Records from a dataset
╔══
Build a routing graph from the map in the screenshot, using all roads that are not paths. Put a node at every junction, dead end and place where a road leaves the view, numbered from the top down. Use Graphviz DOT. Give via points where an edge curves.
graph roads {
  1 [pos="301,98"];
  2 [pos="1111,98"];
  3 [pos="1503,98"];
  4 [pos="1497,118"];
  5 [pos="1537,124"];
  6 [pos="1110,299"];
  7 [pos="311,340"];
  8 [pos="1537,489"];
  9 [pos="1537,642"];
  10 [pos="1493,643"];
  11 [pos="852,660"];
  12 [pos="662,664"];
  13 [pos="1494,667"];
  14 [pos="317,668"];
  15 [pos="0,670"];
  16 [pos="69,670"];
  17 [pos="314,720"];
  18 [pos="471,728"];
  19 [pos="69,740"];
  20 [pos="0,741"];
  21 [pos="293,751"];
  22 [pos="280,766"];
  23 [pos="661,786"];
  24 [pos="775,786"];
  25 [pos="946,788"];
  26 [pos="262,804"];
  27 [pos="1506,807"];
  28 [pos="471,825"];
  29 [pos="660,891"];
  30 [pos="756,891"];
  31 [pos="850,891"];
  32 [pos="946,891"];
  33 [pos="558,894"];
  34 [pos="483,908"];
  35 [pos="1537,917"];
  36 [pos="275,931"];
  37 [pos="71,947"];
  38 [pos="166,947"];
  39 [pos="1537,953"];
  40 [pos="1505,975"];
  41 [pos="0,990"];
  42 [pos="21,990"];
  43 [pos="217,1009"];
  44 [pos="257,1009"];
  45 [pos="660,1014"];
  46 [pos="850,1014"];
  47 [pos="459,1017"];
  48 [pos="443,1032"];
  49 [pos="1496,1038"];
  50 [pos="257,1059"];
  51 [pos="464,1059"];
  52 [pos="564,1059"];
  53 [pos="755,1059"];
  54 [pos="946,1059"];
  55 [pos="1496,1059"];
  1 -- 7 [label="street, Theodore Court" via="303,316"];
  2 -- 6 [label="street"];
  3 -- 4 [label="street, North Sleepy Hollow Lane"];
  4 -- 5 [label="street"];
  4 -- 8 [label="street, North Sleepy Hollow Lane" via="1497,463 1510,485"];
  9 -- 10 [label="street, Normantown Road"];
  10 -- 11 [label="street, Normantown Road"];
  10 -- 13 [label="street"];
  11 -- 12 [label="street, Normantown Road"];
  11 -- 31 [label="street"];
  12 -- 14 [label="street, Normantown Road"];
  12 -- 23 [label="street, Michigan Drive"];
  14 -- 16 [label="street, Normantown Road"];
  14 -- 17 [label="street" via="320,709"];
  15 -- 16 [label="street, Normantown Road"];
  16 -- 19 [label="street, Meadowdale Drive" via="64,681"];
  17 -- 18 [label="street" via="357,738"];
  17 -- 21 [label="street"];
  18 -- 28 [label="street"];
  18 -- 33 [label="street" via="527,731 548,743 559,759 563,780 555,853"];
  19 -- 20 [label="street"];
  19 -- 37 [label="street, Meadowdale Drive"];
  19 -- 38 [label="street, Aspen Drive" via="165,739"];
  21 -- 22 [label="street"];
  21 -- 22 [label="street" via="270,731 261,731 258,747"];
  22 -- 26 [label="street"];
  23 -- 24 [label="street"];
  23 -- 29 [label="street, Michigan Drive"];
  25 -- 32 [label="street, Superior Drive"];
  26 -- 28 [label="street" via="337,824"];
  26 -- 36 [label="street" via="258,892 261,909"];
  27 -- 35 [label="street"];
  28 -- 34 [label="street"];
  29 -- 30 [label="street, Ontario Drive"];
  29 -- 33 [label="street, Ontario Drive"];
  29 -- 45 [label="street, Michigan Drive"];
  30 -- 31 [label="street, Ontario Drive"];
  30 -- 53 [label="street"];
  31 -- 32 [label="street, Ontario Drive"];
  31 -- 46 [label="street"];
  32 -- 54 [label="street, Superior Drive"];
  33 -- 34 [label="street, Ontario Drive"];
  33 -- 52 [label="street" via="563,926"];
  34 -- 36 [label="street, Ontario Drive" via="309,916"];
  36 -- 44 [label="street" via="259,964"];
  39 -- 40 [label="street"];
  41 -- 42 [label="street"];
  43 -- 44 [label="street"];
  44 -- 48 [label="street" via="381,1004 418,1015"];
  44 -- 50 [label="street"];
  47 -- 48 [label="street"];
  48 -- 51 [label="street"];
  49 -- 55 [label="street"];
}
╚══
Which of the lines in the data hold the string "Superior"? Report each of them by copying it.

  25 -- 32 [label="street, Superior Drive"];
  32 -- 54 [label="street, Superior Drive"];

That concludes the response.